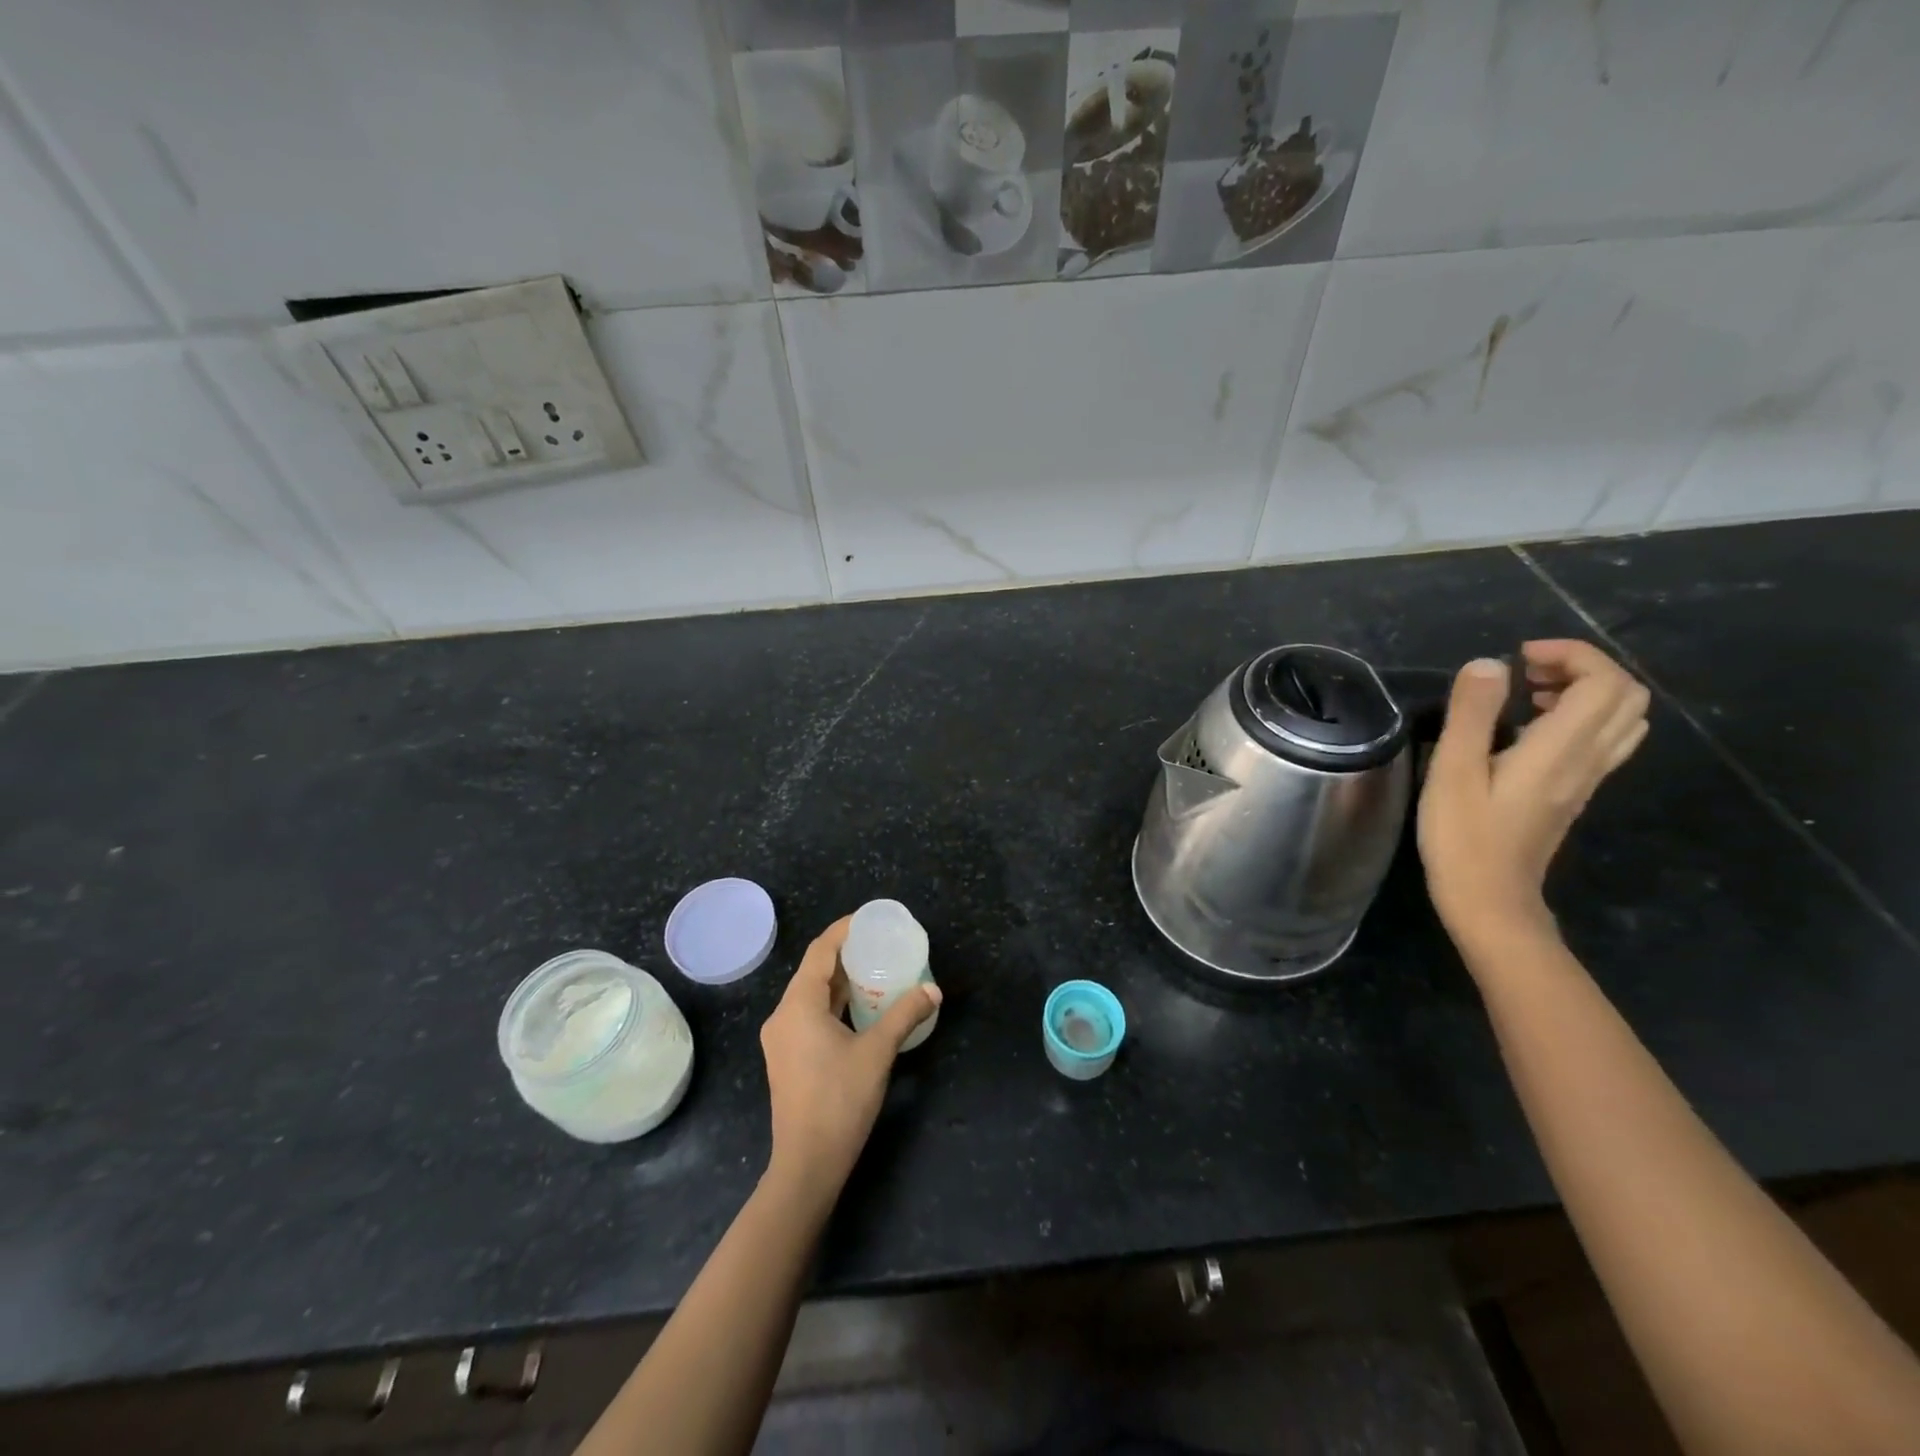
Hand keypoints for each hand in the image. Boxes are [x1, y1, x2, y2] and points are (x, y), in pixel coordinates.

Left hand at [759, 917, 940, 1204]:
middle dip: (845, 953)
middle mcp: (783, 1015)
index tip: (869, 919)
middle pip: (813, 971)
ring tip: (875, 970)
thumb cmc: (839, 1101)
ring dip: (840, 980)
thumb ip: (904, 1015)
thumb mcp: (877, 1053)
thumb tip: (933, 991)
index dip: (843, 930)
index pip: (819, 951)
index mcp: (798, 1005)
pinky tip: (859, 1008)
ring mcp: (781, 1039)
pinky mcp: (787, 1057)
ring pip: (811, 995)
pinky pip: (809, 1015)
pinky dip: (833, 1003)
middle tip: (879, 944)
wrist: (806, 1165)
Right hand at [1418, 641, 1649, 949]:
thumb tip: (1489, 664)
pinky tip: (1529, 730)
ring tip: (1529, 695)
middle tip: (1525, 674)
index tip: (1519, 657)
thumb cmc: (1463, 836)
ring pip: (1621, 719)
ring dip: (1584, 692)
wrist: (1490, 898)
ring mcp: (1587, 779)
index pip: (1605, 682)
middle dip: (1582, 668)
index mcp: (1561, 748)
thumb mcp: (1453, 771)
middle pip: (1626, 695)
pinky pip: (1602, 740)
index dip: (1572, 654)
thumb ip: (1472, 714)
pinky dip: (1578, 718)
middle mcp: (1588, 759)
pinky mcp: (1575, 793)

========================================

Give all of the material again, exactly, apart from the pictures.

EXPECTED OUTPUT:
Hand keypoints for each hand in the image. Boxes are [x1, y1, x2, y2] and points are (x, y), in pixel coordinates.

Left hand at [759, 917, 940, 1204]:
middle dip: (845, 953)
middle mcp: (783, 1015)
index tip: (869, 919)
middle pip: (813, 971)
ring tip: (875, 970)
thumb cmc: (839, 1101)
ring dip: (840, 980)
thumb ip: (904, 1015)
thumb mcp: (877, 1053)
thumb tip: (933, 991)
index dip: (843, 930)
index pip: (819, 951)
index mcp: (798, 1005)
pinky tip: (859, 1008)
ring mcp: (781, 1039)
pinky mcp: (787, 1057)
ring pip: (811, 995)
pinky pip: (809, 1015)
pinky dip: (833, 1003)
middle tip: (879, 944)
wrist: (806, 1165)
Right hand at [1418, 641, 1649, 949]:
thumb tip: (1489, 664)
pinky tip: (1529, 730)
ring tip: (1529, 695)
middle tip: (1525, 674)
index tip: (1519, 657)
thumb cmc: (1463, 836)
ring pip: (1621, 719)
ring dip: (1584, 692)
wrist: (1490, 898)
ring mcp: (1587, 779)
index pip: (1605, 682)
middle dip: (1582, 668)
index mcp: (1561, 748)
thumb mcp: (1453, 771)
middle pip: (1626, 695)
pinky pip: (1602, 740)
index dip: (1572, 654)
thumb ip: (1472, 714)
pinky dip: (1578, 718)
middle mcp: (1588, 759)
pinky mcp: (1575, 793)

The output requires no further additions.